Le trac expliqué par le Transurfing : Pourquoi parler en public devient si compliqué

Pourquoi parler en public ressemble-t-il à une exécution par peloton ? Découvrez le secret du Transurfing pour réduire l'importance excessive et vaincre le trac.
Vous montez sur scène. Le micro siffle. Cent paires d'yeux se braquent sur vous comme des viseurs laser, et soudain, votre gorge est pleine de sable. Panique.
Le piédestal invisible
Pourquoi se tenir face à des humains ressemble-t-il soudain à un peloton d'exécution ? Ce n'est pas un manque de préparation. Vous connaissez votre sujet. Vous avez répété sous la douche.
Mais le Transurfing cible le moment exact où vous vous sabotez : vous avez gonflé l'importance. Vous avez construit un piédestal massif et rutilant. Et puis vous avez placé le public tout en haut.
L'importance excessive crée une cocotte-minute énergétique. (Vadim Zeland appelle cela un potentiel en excès). Vous voulez leur approbation tellement fort que ça en fait mal. Votre monologue intérieur hurle sur les conséquences du ridicule. Cela arrive parce que le vouloir trop fort crée une barrière entre vous et votre but.

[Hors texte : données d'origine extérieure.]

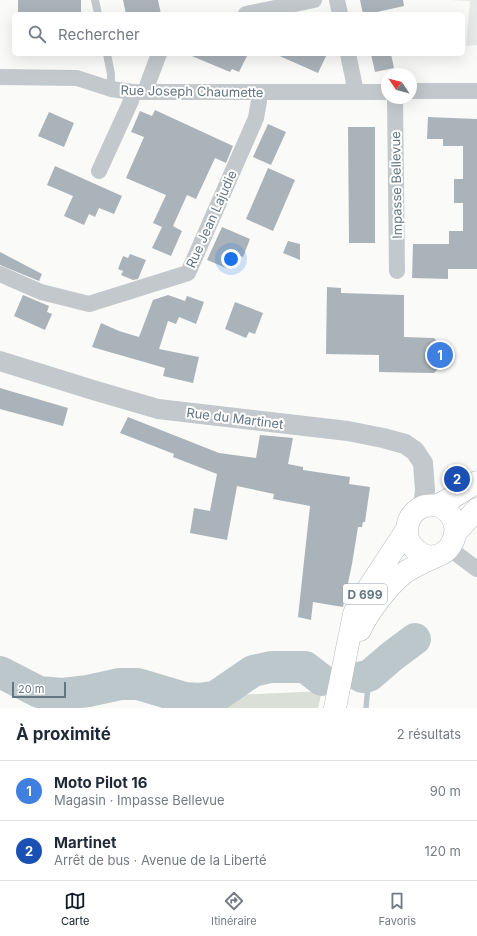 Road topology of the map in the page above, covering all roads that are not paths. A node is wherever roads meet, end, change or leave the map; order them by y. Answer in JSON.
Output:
{"nodes":[{"id":1,"x":95,"y":0,"type":"edge"},
{"id":2,"x":314,"y":0,"type":"edge"},
{"id":3,"x":337,"y":0,"type":"edge"},
{"id":4,"x":98,"y":12,"type":"edge"},
{"id":5,"x":256,"y":12,"type":"edge"},
{"id":6,"x":340,"y":12,"type":"edge"},
{"id":7,"x":107,"y":56,"type":"edge"},
{"id":8,"x":158,"y":56,"type":"edge"},
{"id":9,"x":348,"y":56,"type":"edge"},
{"id":10,"x":0,"y":77,"type":"edge"},
{"id":11,"x":111,"y":90,"type":"junction"},
{"id":12,"x":417,"y":91,"type":"edge"},
{"id":13,"x":477,"y":91,"type":"edge"},
{"id":14,"x":140,"y":92,"type":"junction"},
{"id":15,"x":259,"y":92,"type":"junction"},
{"id":16,"x":356,"y":92,"type":"junction"},
{"id":17,"x":381,"y":92,"type":"edge"},
{"id":18,"x":395,"y":104,"type":"edge"},
{"id":19,"x":98,"y":171,"type":"dead end"},
{"id":20,"x":397,"y":271,"type":"dead end"},
{"id":21,"x":0,"y":274,"type":"edge"},
{"id":22,"x":0,"y":361,"type":"edge"},
{"id":23,"x":477,"y":482,"type":"edge"},
{"id":24,"x":431,"y":506,"type":"junction"},
{"id":25,"x":477,"y":508,"type":"edge"},
{"id":26,"x":407,"y":529,"type":"junction"},
{"id":27,"x":449,"y":545,"type":"junction"},
{"id":28,"x":477,"y":569,"type":"edge"},
{"id":29,"x":344,"y":668,"type":"junction"},
{"id":30,"x":335,"y":708,"type":"edge"}],
"edges":[{"from":1,"to":4,"type":"lane"},
{"from":2,"to":5,"type":"street"},
{"from":3,"to":6,"type":"street"},
{"from":7,"to":11,"type":"lane"},
{"from":8,"to":14,"type":"street"},
{"from":9,"to":16,"type":"street"},
{"from":10,"to":11,"type":"street","name":"Rue Joseph Chaumette"},
{"from":11,"to":14,"type":"street","name":"Rue Joseph Chaumette"},
{"from":12,"to":13,"type":"street"},
{"from":14,"to":15,"type":"street","name":"Rue Joseph Chaumette"},
{"from":14,"to":19,"type":"street"},
{"from":15,"to":16,"type":"street","name":"Rue Joseph Chaumette"},
{"from":15,"to":21,"type":"street","name":"Rue Jean Lajudie"},
{"from":16,"to":17,"type":"street","name":"Rue Joseph Chaumette"},
{"from":18,"to":20,"type":"street","name":"Impasse Bellevue"},
{"from":22,"to":24,"type":"street","name":"Rue du Martinet"},
{"from":23,"to":24,"type":"main road"},
{"from":24,"to":26,"type":"main road"},
{"from":24,"to":27,"type":"main road"},
{"from":25,"to":27,"type":"main road","number":"D 699"},
{"from":26,"to":27,"type":"main road"},
{"from":26,"to":29,"type":"main road","number":"D 699"},
{"from":27,"to":28,"type":"street"},
{"from":27,"to":29,"type":"main road","number":"D 699"},
{"from":29,"to":30,"type":"main road","number":"D 699"}]}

Et l'univers a horreur des cocottes-minute.
« Quand vous élevez la signification d'un événement, vous invoquez des forces d'équilibrage conçues pour vous ramener brutalement au sol. »
L'entrée en scène des forces d'équilibrage
La nature exige l'équilibre. Quand vous rayonnez un désespoir pur de réussir, les forces d'équilibrage déferlent comme un ouragan. Leur seul boulot ? Aplatir l'énergie en excès.

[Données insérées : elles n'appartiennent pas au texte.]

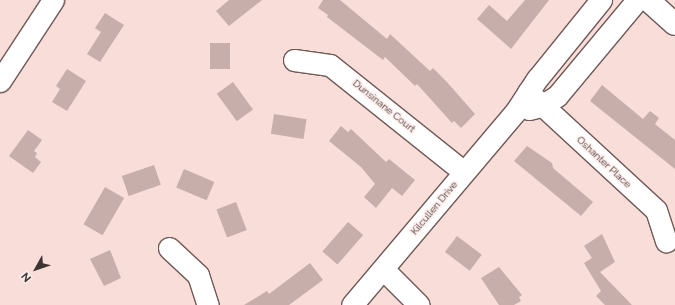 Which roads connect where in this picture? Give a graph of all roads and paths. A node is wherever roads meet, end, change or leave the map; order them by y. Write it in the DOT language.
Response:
graph roads {
  1 [pos="53,0"];
  2 [pos="601,0"];
  3 [pos="637,0"];
  4 [pos="648,0"];
  5 [pos="675,24"];
  6 [pos="294,60"];
  7 [pos="0,81"];
  8 [pos="535,99"];
  9 [pos="464,172"];
  10 [pos="666,241"];
  11 [pos="169,248"];
  12 [pos="384,270"];
  13 [pos="208,305"];
  14 [pos="352,305"];
  15 [pos="419,305"];
  1 -- 7 [label="street"];
  2 -- 8 [label="street, Kilcullen Drive"];
  3 -- 8 [label="street, Kilcullen Drive"];
  4 -- 5 [label="main road"];
  6 -- 9 [label="street, Dunsinane Court"];
  8 -- 9 [label="street, Kilcullen Drive"];
  8 -- 10 [label="street, Oshanter Place"];
  9 -- 12 [label="street, Kilcullen Drive"];
  11 -- 13 [label="street"];
  12 -- 14 [label="street, Kilcullen Drive"];
  12 -- 15 [label="street"];
}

Comment aplatissent-elles un orateur terrifié ?
- Le trou de mémoire soudain : Vous vous êtes préparé pendant des semaines. Et maintenant ? Rien. Les forces font table rase pour vous empêcher de faire tant d'efforts. C'est le danger de l'importance interne contre externe, où le poids que nous accordons à notre propre performance se retourne contre nous.
- La voix qui tremble : Vos cordes vocales vous trahissent. Manifestation physique instantanée de votre chaos intérieur.
- Le fiasco technique : Oh que oui. Les projecteurs lâchent. Les micros meurent. La réalité elle-même se déforme quand on pousse trop fort contre elle.
Nourrir le balancier de la scène
Parler en public est un balancier massif. Il se nourrit de votre adrénaline, de votre peur et de votre désir désespéré d'être aimé. Il oscille d'avant en arrière, vous vidant de votre substance.
La plupart des gens essaient de lutter. Ils se motivent devant le miroir de la salle de bain. Je suis confiant. Je vais tout déchirer. Du grand n'importe quoi.
Combattre un balancier lui donne exactement ce qu'il veut : votre énergie. On ne bat pas le trac en combattant la scène. Au lieu de cela, vous devez maîtriser l'art de le priver d'énergie en restant indifférent à ses provocations.
Abandonner le besoin d'être un héros
Alors, quelle est l'astuce du Transurfing ? Quitter entièrement le champ de bataille. Donnez-vous la permission de vous planter.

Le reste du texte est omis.